The Australian Alps Walking Track is a long-distance walking trail through the alpine areas of Victoria, New South Wales and the ACT. It is 655 km long, starting at Walhalla, Victoria, and running through to Tharwa , near Canberra. The track weaves mainly through Australian national parks, such as Alpine National Park and Kosciuszko National Park, although it is not exclusively restricted to national parks. The official route passes close to many peaks including Mount Kosciuszko, Mount Bogong, and Bimberi Peak, the highest points in NSW, Victoria and the ACT respectively. The AAWT crosses exposed high plains including the Victorian Bogong High Plains and the Main Range in NSW. To walk the whole trail can take between 3 and 8 weeks. Food drops or a support crew are necessary as the trail does not pass through any towns, although it passes close to the ski resorts of Mt Hotham, Falls Creek, Mt Baw Baw, Thredbo, Charlotte Pass and Perisher. There is an active group of AAWT Track Angels able to help walkers by providing transport and food drops.

It has been signposted for part of its length in a tri-state agreement. However, most parts of the Track require hikers to have highly developed navigation skills, particularly in wilderness areas.

The Australian Alps Walking Track is an extension of the older Victorian Alpine Walking Track, established during the 1970s. The Victorian track was extended after many years of promotion by the Federation of Victorian Walking Clubs and various government departments. The NSW stretch of the walk is less imaginative than the Victorian section. Where the Victorian section typically follows spurs and ridges, the NSW section typically follows fire trails/tracks. The route recommended by John Siseman adds some interest to the NSW section of the walk.

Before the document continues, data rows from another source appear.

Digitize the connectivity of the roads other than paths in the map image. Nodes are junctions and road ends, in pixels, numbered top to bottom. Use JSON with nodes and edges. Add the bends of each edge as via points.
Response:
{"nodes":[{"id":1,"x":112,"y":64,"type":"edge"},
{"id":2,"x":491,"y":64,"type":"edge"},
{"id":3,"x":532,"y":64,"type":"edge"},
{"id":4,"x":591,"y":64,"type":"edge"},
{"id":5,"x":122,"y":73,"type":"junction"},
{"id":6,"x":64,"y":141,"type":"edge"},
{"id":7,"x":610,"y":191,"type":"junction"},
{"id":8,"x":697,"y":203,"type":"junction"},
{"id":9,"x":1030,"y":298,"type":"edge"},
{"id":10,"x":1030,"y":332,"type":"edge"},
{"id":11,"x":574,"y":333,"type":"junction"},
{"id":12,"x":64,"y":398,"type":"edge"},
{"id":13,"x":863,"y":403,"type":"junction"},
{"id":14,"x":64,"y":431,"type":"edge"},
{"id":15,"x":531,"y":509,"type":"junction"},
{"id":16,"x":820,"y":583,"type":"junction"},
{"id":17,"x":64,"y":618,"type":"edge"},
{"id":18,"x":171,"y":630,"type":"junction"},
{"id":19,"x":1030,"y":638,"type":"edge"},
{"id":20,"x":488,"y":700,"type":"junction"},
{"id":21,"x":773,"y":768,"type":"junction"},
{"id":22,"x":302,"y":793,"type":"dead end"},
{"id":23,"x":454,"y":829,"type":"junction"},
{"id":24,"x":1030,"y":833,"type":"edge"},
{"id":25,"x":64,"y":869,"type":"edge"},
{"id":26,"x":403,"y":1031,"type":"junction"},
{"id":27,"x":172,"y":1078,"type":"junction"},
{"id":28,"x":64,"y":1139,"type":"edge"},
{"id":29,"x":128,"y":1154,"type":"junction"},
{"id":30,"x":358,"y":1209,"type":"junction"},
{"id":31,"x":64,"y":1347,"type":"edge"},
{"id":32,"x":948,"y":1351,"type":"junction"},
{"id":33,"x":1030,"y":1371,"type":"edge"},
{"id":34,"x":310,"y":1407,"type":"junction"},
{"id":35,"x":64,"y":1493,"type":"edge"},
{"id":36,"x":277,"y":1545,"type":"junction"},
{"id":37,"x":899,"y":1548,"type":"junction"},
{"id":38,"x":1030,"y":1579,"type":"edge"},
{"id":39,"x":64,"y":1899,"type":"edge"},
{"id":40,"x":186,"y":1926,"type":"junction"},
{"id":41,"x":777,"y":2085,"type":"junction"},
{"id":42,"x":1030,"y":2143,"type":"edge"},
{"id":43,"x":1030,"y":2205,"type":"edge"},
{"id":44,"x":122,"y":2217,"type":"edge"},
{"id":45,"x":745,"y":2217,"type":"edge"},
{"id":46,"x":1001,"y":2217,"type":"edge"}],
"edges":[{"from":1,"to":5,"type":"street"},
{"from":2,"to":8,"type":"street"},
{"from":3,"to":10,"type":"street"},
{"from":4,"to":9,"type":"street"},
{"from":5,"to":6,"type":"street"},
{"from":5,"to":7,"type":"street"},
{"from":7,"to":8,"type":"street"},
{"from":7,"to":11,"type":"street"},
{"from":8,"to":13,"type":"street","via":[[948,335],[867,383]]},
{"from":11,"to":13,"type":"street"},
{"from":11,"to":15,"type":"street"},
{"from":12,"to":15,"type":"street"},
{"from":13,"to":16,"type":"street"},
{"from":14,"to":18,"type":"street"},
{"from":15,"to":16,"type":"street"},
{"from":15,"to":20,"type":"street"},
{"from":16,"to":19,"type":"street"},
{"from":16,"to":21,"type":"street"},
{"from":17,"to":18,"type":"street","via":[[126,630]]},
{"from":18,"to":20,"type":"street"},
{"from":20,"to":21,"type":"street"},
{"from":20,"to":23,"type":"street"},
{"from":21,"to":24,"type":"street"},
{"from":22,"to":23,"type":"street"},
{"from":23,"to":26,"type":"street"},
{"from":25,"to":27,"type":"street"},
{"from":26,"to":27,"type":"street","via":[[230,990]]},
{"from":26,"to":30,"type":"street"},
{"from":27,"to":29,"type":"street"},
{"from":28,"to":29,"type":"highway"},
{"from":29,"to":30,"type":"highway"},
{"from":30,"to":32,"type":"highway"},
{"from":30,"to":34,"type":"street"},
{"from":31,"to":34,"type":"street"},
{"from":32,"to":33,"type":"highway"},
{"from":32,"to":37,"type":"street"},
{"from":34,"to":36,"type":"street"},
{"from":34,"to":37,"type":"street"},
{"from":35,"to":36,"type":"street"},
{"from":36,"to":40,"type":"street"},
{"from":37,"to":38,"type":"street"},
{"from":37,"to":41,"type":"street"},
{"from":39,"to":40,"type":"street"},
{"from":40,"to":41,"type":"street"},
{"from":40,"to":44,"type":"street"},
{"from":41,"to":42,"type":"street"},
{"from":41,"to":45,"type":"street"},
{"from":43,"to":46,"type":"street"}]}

Between Walhalla and Tharwa it passes through these National Parks:
- Baw Baw National Park
- Alpine National Park (including Cobberas Wilderness Area), up to the New South Wales border.
- Kosciuszko National Park (including Jagungal Wilderness Area), immediately north of the border.
- Namadgi National Park, adjoining Kosciuszko National Park.
- Brindabella National Park

== Fastest Known Times ==
While most individuals attempting the track take 30–40 days and most groups take 50–60 days to complete the track, the track has been completed in as little as 12 days. The following are the fastest known times for completion of the entire track under 5 categories:
- Mixed-gender self supported team: 11 days 9 hours by John Riley, Kylie Salm and Phil Robinson on 26 November 2019.
- Male self supported: 10 days 23 hours 14 Minutes by Paul Cuthbert & Tom Bartlett on 26 January 2022.
- Male supported: 13 days 11 hours by Beau Miles on 17 March 2011.
- Female self supported: 24 days 0 hours by Emma Timmis on 17 April 2016.
- Unsupported: 19 days, 9 hours 30 minutes by Army Captains Monika Georgieva and Wes Walsh on 28 December 2023.